This FAQ is based on material posted on
Statalist.

Title | Calculating the maximum and minimum of a sequence | |

Author | Nicholas J. Cox, Durham University |

The maximum value of a variable seen so far in a sequence is the “record” to date, that is, at least when high values are hard to achieve (think of field events such as jumping or throwing). It will become apparent that the best solution to getting this is easily adapted to get the case of the minimum seen so far, the record when low values are hard to achieve (think of track events such as running).

For example, consider some numeric response **y** measured in a series of
years, **year**, and get the data in year order:

. sort year

If you look at a series of values, how would you determine the series of records without Stata? One simple algorithm, in a mixture of Stata and pseudocode, runs like this:

initialize: record[1] = y[1]

The first value observed is the highest so far.

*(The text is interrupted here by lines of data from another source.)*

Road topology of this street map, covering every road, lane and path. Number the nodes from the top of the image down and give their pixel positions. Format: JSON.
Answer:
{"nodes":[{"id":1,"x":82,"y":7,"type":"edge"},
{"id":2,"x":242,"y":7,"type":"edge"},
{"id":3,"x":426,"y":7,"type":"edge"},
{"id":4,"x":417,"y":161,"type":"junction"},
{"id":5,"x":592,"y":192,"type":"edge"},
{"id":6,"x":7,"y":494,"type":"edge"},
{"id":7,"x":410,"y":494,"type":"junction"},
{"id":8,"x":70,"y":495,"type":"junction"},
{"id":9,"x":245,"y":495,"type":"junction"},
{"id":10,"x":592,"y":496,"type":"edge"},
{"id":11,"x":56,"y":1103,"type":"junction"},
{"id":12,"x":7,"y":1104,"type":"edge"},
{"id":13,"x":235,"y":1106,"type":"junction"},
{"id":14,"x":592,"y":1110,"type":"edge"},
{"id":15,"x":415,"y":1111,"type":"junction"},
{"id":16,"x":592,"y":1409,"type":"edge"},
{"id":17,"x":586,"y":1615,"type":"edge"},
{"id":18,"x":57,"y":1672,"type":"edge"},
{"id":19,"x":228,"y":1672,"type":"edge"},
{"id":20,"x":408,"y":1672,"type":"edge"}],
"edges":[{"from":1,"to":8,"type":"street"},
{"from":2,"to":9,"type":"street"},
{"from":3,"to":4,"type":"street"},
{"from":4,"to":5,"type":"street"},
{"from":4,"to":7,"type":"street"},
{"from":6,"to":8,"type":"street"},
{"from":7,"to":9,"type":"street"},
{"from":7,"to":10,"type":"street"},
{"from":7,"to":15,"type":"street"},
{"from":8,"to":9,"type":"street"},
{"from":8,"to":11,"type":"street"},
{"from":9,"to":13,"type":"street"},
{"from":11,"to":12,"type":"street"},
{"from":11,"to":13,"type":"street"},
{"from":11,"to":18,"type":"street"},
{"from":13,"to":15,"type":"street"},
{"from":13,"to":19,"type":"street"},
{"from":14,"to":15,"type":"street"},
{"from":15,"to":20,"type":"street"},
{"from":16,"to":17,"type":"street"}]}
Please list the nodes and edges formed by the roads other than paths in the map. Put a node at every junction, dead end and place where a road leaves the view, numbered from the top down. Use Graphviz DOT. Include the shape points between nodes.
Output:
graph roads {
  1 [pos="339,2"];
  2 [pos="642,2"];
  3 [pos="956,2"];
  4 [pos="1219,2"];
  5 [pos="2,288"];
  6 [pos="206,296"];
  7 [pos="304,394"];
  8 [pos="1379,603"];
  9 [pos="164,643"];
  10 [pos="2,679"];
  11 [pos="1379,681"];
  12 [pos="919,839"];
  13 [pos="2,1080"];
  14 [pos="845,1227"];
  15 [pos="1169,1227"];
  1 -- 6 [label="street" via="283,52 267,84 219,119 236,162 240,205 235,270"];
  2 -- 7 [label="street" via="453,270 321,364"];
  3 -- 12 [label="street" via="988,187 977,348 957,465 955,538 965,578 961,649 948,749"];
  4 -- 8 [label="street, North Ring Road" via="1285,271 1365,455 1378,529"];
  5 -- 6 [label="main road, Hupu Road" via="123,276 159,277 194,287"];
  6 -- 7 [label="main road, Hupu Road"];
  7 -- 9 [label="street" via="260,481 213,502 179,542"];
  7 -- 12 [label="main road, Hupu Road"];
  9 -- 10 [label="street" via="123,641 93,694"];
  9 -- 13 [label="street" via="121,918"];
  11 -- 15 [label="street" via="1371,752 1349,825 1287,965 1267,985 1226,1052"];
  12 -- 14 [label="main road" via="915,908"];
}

loop: forvalues this = 2(1)_N { if y[this] > record[this − 1] { record[this] = y[this] } else record[this] = record[this − 1] }

The loop runs over the integers from 2 to the number of observations
**_N**. So we start the loop with **this** set to 2, and the
operation becomes

if y[2] > record[1] { record[2] = y[2] } else record[2] = record[1]

and next time around the loop we set **this** to 3, and we get

if y[3] > record[2] { record[3] = y[3] } else record[3] = record[2]

and so on. With inequalities, here >, it is always a good idea to check whether the fraternal twin, here >=, is needed instead, but a moment’s thought shows that if the new value is the same as the record to date, we do not need to change the record. (If your problem had some extra details, such as an interest in precisely when the record was broken or equalled, you would need to take extra care.)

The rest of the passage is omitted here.